[[ Exercise materials open ]]

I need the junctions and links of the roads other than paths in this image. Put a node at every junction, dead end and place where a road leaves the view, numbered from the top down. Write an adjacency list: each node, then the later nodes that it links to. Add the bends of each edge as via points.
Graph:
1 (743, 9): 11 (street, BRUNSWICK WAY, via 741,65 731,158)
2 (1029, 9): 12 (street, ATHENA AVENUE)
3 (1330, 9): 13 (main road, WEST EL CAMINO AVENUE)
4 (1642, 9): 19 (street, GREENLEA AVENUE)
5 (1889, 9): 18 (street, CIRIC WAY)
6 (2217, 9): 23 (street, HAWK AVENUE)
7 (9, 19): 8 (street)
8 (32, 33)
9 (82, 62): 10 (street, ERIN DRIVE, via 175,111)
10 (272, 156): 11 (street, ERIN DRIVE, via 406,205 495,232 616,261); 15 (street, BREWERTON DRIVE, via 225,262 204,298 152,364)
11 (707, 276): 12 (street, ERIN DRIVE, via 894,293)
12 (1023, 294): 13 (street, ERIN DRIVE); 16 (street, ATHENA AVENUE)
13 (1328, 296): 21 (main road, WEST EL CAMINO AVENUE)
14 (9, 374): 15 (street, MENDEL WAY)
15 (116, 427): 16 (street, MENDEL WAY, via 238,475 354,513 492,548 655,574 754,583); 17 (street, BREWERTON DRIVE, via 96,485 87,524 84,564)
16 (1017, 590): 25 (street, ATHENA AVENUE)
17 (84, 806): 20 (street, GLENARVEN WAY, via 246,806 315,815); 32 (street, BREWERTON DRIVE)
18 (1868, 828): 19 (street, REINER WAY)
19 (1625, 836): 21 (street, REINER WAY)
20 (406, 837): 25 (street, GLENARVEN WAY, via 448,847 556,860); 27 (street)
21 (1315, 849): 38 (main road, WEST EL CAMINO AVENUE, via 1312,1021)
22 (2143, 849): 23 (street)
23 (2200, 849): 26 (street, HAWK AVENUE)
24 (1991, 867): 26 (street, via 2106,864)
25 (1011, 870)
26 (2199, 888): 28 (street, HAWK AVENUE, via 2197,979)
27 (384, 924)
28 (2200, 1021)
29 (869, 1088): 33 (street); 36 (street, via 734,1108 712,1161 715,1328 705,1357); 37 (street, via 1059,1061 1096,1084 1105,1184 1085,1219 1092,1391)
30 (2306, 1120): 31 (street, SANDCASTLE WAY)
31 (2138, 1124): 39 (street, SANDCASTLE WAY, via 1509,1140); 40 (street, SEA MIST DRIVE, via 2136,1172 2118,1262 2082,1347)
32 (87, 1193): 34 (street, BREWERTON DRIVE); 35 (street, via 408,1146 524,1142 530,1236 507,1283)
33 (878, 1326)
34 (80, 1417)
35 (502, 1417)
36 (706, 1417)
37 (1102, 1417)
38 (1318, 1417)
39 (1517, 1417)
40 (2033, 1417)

[[ Exercise materials closed ]]

--- Description of the task ---
The records above need to be retyped in full, exactly as given.

--- Result ---
I need the junctions and links of the roads other than paths in this image. Put a node at every junction, dead end and place where a road leaves the view, numbered from the top down. Write an adjacency list: each node, then the later nodes that it links to. Add the bends of each edge as via points.
Graph:
1 (743, 9): 11 (street, BRUNSWICK WAY, via 741,65 731,158)
2 (1029, 9): 12 (street, ATHENA AVENUE)
3 (1330, 9): 13 (main road, WEST EL CAMINO AVENUE)
4 (1642, 9): 19 (street, GREENLEA AVENUE)
5 (1889, 9): 18 (street, CIRIC WAY)
6 (2217, 9): 23 (street, HAWK AVENUE)
7 (9, 19): 8 (street)
8 (32, 33)
9 (82, 62): 10 (street, ERIN DRIVE, via 175,111)
10 (272, 156): 11 (street, ERIN DRIVE, via 406,205 495,232 616,261); 15 (street, BREWERTON DRIVE, via 225,262 204,298 152,364)
11 (707, 276): 12 (street, ERIN DRIVE, via 894,293)
12 (1023, 294): 13 (street, ERIN DRIVE); 16 (street, ATHENA AVENUE)
13 (1328, 296): 21 (main road, WEST EL CAMINO AVENUE)
14 (9, 374): 15 (street, MENDEL WAY)
15 (116, 427): 16 (street, MENDEL WAY, via 238,475 354,513 492,548 655,574 754,583); 17 (street, BREWERTON DRIVE, via 96,485 87,524 84,564)
16 (1017, 590): 25 (street, ATHENA AVENUE)
17 (84, 806): 20 (street, GLENARVEN WAY, via 246,806 315,815); 32 (street, BREWERTON DRIVE)
18 (1868, 828): 19 (street, REINER WAY)
19 (1625, 836): 21 (street, REINER WAY)
20 (406, 837): 25 (street, GLENARVEN WAY, via 448,847 556,860); 27 (street)
21 (1315, 849): 38 (main road, WEST EL CAMINO AVENUE, via 1312,1021)
22 (2143, 849): 23 (street)
23 (2200, 849): 26 (street, HAWK AVENUE)
24 (1991, 867): 26 (street, via 2106,864)
25 (1011, 870)
26 (2199, 888): 28 (street, HAWK AVENUE, via 2197,979)
27 (384, 924)
28 (2200, 1021)
29 (869, 1088): 33 (street); 36 (street, via 734,1108 712,1161 715,1328 705,1357); 37 (street, via 1059,1061 1096,1084 1105,1184 1085,1219 1092,1391)
30 (2306, 1120): 31 (street, SANDCASTLE WAY)
31 (2138, 1124): 39 (street, SANDCASTLE WAY, via 1509,1140); 40 (street, SEA MIST DRIVE, via 2136,1172 2118,1262 2082,1347)
32 (87, 1193): 34 (street, BREWERTON DRIVE); 35 (street, via 408,1146 524,1142 530,1236 507,1283)
33 (878, 1326)
34 (80, 1417)
35 (502, 1417)
36 (706, 1417)
37 (1102, 1417)
38 (1318, 1417)
39 (1517, 1417)
40 (2033, 1417)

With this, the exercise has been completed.